Really beautiful. Hopefully they'll get a proper printing with support of this site.
Thanks to Sandbox for the second link.
Fans of Bookseller Chick's blog will discover that shortly before Christmas Day they received word that her store will be closing soon. As the daughter of a woman who worked in Kalamazoo's oldest independent bookstore, I know all too well the pain of closing a beloved location. Bookseller Chick is the only bookseller blog I read at the moment. She'll continue to post, fortunately, but it's certainly a loss.
I would be amiss if I did not mention my favorite Mock Newbery discussion of them all. When I was but a dinky MLIS student working for my degree, I participated in Gail Nordstrom's St. Paul/Minneapolis/Stillwater Mock Newbery/Caldecott discussion and had quite a good time doing so. As I recall, anyone could participate, but few knew about it. So if you happen to be living in the Twin Cities area and wish to get down and dirty with your own Mock Schtoof, this would be the place to go. Their reading list isn't too shabby either.
Nancy Pearl has a wiki.
. . . you have to give the man credit when it comes to fiction that isn't Harry Potter. Now I've always felt that Mr. Bloom's sneering dismissal of HP was the literary snob equivalent of those evangelicals who wish to burn the boy wizard. If it's popular it must be populist, or something along those lines. But his defense of Little, Big is to his credit. So well done there, I guess.
A person receives an advanced reader's copy of a book in the mail. They remove the book from its package, take a gander at it, and lo and behold there sits a letter inside the front cover. It's a pitch letter, explaining why you should read this book and how this magnificent title fits in to the general scheme of the universe. I never really thought much about these letters before, but a recent Galleycat piece asks Do Reviewers Care About the Pitch Letter? Well, do they? Punk?

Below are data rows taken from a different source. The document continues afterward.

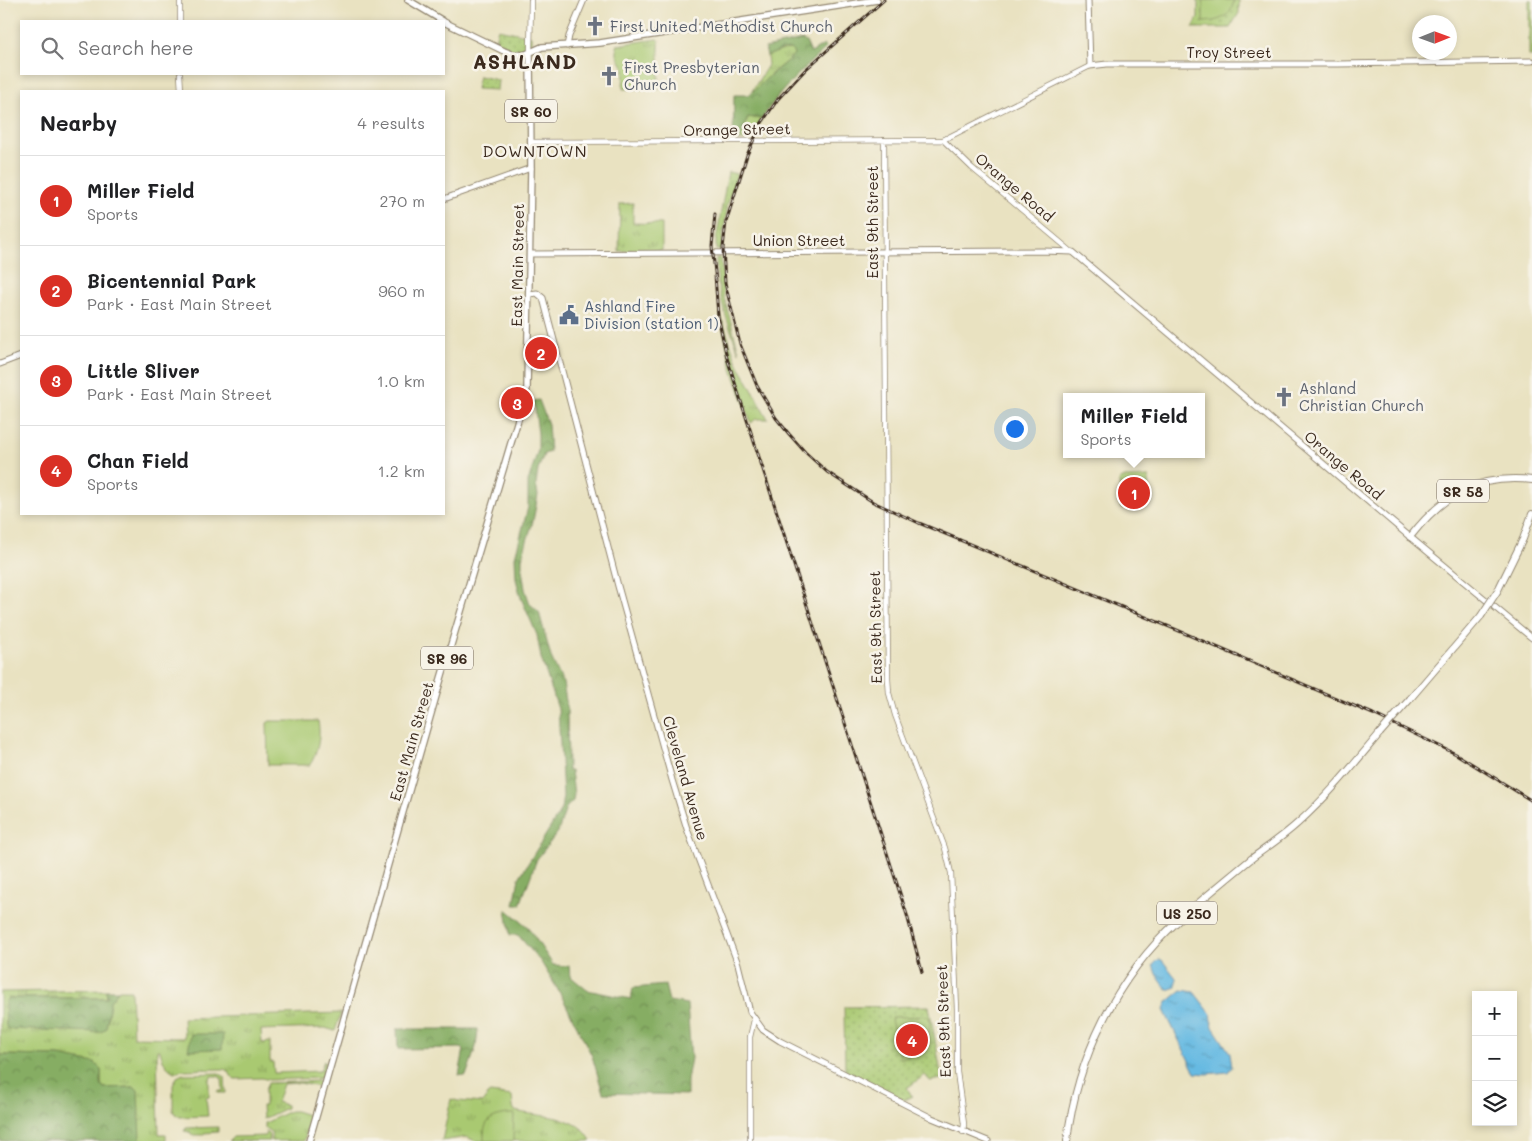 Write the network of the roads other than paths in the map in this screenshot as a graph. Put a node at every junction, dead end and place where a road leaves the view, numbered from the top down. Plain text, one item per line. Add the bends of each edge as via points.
1 (180, 0) edge
2 (408, 0) edge
3 (531, 0) edge
4 (584, 0) edge
5 (877, 0) edge
6 (1088, 0) edge
7 (180, 20) edge
8 (442, 20) edge
9 (445, 22) edge
10 (567, 46) junction
11 (530, 53) junction
12 (1532, 61) edge
13 (1090, 66) junction
14 (180, 75) edge
15 (181, 90) edge
16 (884, 140) junction
17 (943, 140) junction
18 (531, 142) junction
19 (531, 168) junction
20 (445, 199) edge
21 (1071, 251) junction
22 (885, 252) junction
23 (530, 254) junction
24 (529, 294) junction
25 (20, 356) edge
26 (0, 364) edge
27 (1532, 480) edge
28 (1532, 514) edge
29 (1410, 537) junction
30 (1532, 638) edge
31 (754, 1020) junction
32 (963, 1132) junction
33 (309, 1141) edge
34 (750, 1141) edge
35 (988, 1141) edge
36 (1067, 1141) edge

1 - 7 street
2 - 8 main road
3 - 11 street
4 - 10 main road
5 - 10 main road
6 - 13 main road
9 - 11 main road via 508,53
10 - 11 main road via 538,48
11 - 18 main road, SR 60
12 - 13 main road, Troy Street
13 - 17 street, Troy Street
14 - 15 street
16 - 17 street, Orange Street
16 - 18 street, Orange Street
16 - 22 street, East 9th Street
17 - 21 street, Orange Road
18 - 19 main road, SR 60
19 - 20 main road
19 - 23 main road, East Main Street / SR 96
21 - 22 main road, Union Street
21 - 29 main road, Orange Road
22 - 23 main road, Union Street
22 - 32 street, East 9th Street via 889,694 945,848 951,873 957,1072
23 - 24 main road, East Main Street / SR 96
24 - 31 main road, Cleveland Avenue via 537,293 543,298 674,788 738,964
24 - 33 main road, East Main Street / SR 96 via 525,397
25 - 26 main road
27 - 29 highway, SR 58 via 1503,479 1469,487 1439,505
28 - 36 highway, US 250, bridge via 1498,590 1481,616 1338,784 1275,842 1178,921 1138,963 1110,1007 1088,1054
29 - 30 main road, Orange Road
31 - 32 main road, Cleveland Avenue via 773,1037
31 - 34 street via 750,1037
32 - 35 main road, Cleveland Avenue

What's a Saturday without a little NRA funded graphic novel news?
It's not too dissimilar from when you get back from Winter Vacation during college only to find that hardly any of your friends are around to talk to. Some bloggers are updating these days, but a lot of the regulars are off galavanting who-knows-where. So where does that leave my kiddie lit news items? In the lurch, that's where.
I'm back! Didja miss me? Didja even notice I was gone? No?

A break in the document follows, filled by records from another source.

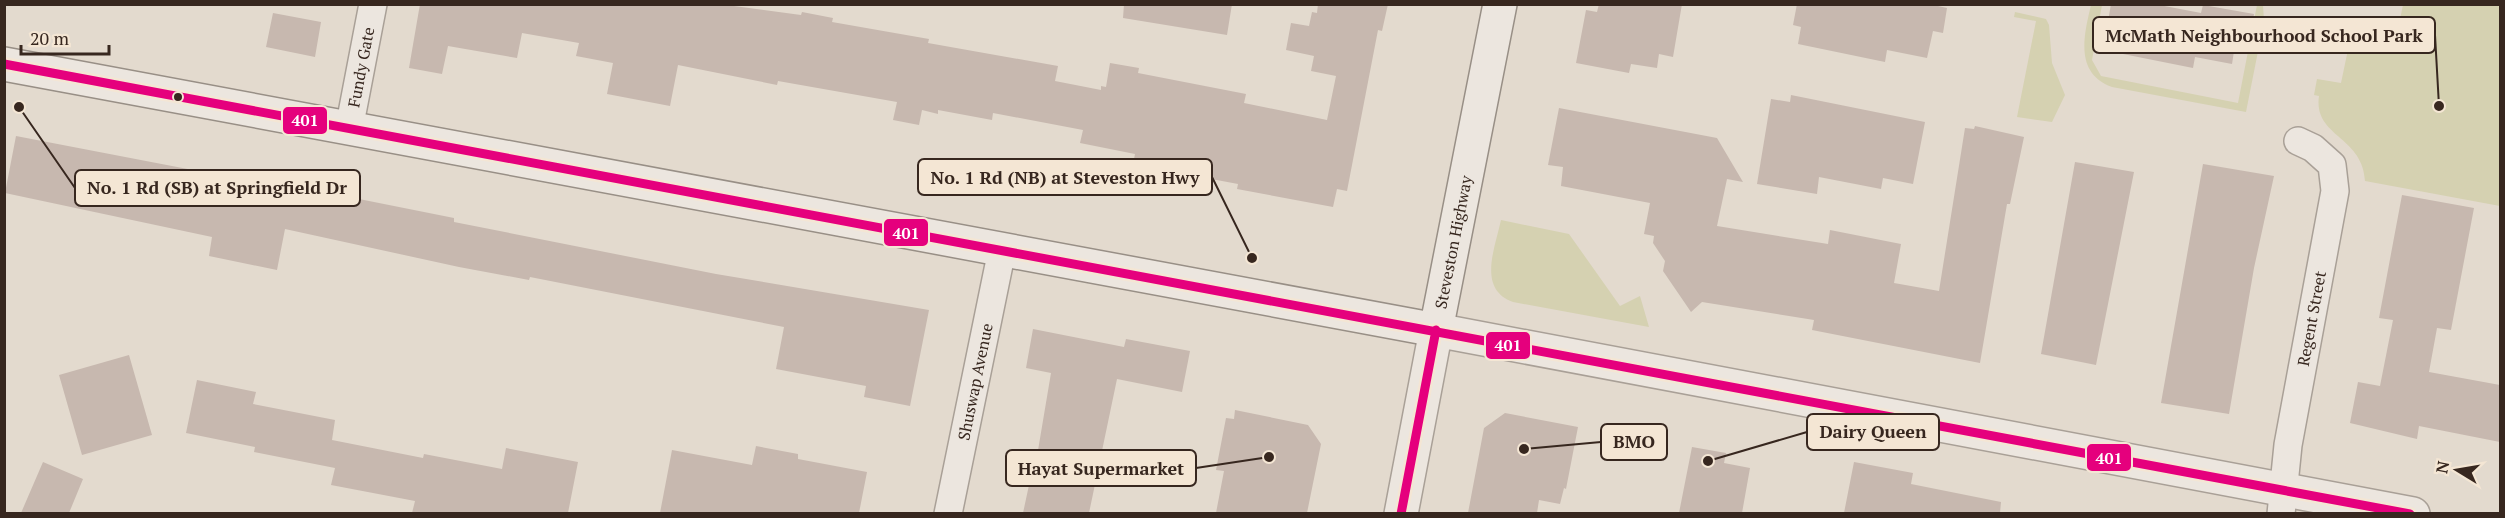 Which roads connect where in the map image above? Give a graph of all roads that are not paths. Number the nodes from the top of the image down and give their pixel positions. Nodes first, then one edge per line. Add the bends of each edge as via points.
1 (373, 4) edge
2 (1500, 4) edge
3 (4, 64) edge
4 (349, 129) junction
5 (2298, 141) dead end
6 (1002, 250) junction
7 (1436, 330) junction
8 (2282, 502) edge
9 (948, 513) edge
10 (1401, 513) edge
11 (2413, 513) edge

1 - 4 street, Fundy Gate
2 - 7 main road, Steveston Highway
3 - 4 main road
4 - 6 main road
5 - 8 street, Regent Street via 2332,165 2335,191 2288,445
6 - 7 main road
6 - 9 street, Shuswap Avenue
7 - 8 main road
7 - 10 main road, Steveston Highway
8 - 11 main road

"When I was working on The Dinosaurs of Waterhouse Hawkins I was bitten by a goose in the park where the dinosaurs still stand in London. A bookseller gave me this goose puppet in honor of that somewhat painful incident."So here we have a children's literary goose with a fine pedigree that is just PERFECT for playing Saracen to my Mosca in future booktalks. I couldn't be more pleased. I spent all of yesterday cuddling my (which is to say, Donnell's) new toy. Should any of you care to stop by my library, I'll be happy to show it to you. Yay, Brian Selznick!
Hide your women! The robots are here! Or, to be more precise, they're at Chicago State University where mechanical drones are replacing clerks in terms of shelving books. The uninformed Wired Magazine, who seems to believe that all that librarians do all day is shelve shelve shelve, has reported accordingly and offers us these enticing numbers.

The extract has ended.